- Exercise requirements
Below are the records; give the number of lines in them that include the word "Shishkina", and nothing more.

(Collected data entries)
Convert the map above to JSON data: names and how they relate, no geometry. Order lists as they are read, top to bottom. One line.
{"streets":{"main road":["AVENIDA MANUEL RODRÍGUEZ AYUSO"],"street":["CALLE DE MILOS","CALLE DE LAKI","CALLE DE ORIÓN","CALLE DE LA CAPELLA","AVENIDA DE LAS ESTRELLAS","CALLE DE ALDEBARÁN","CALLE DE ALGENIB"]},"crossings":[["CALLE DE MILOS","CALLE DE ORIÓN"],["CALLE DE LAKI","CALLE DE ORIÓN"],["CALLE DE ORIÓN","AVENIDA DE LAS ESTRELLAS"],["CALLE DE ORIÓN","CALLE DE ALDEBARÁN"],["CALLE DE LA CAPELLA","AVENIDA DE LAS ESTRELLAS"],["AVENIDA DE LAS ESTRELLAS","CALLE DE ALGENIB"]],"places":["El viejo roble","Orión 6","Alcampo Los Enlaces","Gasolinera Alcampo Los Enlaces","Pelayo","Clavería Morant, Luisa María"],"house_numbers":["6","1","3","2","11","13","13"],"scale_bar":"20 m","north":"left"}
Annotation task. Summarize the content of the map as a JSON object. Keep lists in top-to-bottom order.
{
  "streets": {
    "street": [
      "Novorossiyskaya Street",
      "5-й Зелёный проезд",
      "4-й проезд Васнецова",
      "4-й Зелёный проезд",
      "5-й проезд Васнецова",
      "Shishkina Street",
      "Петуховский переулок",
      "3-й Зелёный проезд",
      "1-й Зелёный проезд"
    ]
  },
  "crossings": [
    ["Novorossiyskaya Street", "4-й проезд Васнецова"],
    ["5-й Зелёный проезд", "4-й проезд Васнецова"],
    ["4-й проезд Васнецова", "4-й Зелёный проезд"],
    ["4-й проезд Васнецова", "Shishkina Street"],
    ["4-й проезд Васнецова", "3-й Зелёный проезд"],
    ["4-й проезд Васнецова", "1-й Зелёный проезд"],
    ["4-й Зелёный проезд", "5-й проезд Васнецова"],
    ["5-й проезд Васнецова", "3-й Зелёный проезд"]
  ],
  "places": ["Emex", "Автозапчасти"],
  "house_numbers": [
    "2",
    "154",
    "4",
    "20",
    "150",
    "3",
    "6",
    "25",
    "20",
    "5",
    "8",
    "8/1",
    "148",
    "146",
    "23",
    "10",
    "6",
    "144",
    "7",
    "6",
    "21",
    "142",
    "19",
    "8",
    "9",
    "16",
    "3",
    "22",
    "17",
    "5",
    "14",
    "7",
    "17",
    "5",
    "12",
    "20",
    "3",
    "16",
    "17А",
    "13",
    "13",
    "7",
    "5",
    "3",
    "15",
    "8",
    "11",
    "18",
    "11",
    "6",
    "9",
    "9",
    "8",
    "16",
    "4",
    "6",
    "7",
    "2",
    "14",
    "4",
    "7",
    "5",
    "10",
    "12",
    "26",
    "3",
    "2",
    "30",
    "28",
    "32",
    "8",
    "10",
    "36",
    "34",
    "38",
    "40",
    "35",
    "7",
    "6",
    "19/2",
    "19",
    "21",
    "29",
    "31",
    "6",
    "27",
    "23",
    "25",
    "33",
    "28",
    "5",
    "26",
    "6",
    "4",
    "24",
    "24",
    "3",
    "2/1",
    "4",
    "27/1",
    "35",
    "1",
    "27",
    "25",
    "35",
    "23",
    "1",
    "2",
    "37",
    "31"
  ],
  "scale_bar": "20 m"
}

- Reply
2